More than a quarter of the world's adults meet common eligibility criteria for GLP‑1 receptor agonist weight‑management therapy, according to a global analysis. This large eligible population has immediate implications for demand forecasting and health‑system resource planning.

A pooled analysis of 810,635 adults from 99 countries applied common eligibility thresholds—BMI >30, or BMI >27 with hypertension and/or diabetes—and estimated roughly 27% of adults qualified. Eligibility concentrated among women, older adults, and populations in low‑ and middle‑income countries, underscoring a substantial population‑level need for scalable treatment pathways.

That projected eligible population will strain drug supply, clinic capacity, and payer budgets globally. Health systems can expect increased clinic visits for initiation and monitoring, higher procurement demand for GLP‑1 agents, and intensified reimbursement negotiations.

If demand outstrips supply, pragmatic prioritization may include triage by cardiometabolic risk, focusing on patients with multiple obesity‑related comorbidities, and applying structured shared‑decision frameworks to allocate limited courses. Evidence on differential pharmacologic responses across ethnic groups is limited and inconsistent, so subgroup efficacy interpretations should remain cautious. Any prioritization strategy must balance efficacy, equity, and feasibility.

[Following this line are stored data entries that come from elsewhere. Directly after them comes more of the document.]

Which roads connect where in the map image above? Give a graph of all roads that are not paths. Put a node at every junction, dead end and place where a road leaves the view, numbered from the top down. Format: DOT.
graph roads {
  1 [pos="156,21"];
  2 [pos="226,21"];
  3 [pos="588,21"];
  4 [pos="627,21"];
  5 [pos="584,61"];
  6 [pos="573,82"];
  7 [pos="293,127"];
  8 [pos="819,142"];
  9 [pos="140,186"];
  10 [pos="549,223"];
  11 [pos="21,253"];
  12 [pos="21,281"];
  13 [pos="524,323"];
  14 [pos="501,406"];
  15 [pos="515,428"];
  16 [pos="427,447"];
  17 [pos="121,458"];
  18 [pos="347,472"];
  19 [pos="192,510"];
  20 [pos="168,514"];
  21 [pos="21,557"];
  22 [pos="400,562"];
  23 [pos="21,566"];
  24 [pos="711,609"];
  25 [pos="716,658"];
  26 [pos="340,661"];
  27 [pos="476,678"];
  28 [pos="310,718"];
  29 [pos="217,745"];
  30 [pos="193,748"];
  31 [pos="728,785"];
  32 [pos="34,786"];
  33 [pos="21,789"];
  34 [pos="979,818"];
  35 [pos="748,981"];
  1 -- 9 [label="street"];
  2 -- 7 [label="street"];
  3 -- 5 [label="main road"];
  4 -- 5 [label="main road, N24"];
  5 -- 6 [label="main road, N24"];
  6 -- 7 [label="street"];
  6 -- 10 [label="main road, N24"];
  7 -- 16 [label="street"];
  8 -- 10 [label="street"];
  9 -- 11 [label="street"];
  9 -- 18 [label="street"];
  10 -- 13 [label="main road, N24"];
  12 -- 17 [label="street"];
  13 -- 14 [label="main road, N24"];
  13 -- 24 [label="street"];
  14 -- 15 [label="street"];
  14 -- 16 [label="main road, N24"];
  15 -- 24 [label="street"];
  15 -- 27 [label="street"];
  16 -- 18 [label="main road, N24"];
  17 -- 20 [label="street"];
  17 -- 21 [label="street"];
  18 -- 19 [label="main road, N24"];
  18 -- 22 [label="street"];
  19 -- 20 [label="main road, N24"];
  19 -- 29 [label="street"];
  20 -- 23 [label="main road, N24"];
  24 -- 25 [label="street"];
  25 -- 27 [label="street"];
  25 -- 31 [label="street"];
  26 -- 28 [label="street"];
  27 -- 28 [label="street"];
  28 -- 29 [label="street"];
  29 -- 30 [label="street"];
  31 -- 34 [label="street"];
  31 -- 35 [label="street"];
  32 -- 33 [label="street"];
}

Routine surveillance and real‑world outcome tracking will be essential to monitor effectiveness, safety, and equitable access as GLP‑1 therapies scale. Immediate next steps for clinicians and policymakers include establishing outcome registries and equity metrics to guide implementation and policy decisions.

Key Takeaways:

  • A large pooled global estimate demonstrates that ~27% of adults meet common eligibility criteria for GLP‑1 weight‑management therapy.
  • Women, older adults, and populations in low‑ and middle‑income countries account for disproportionate eligibility and elevated demand.
  • Health systems should prepare for increased drug procurement, expanded clinic capacity needs, and implement prioritization frameworks when supply is constrained.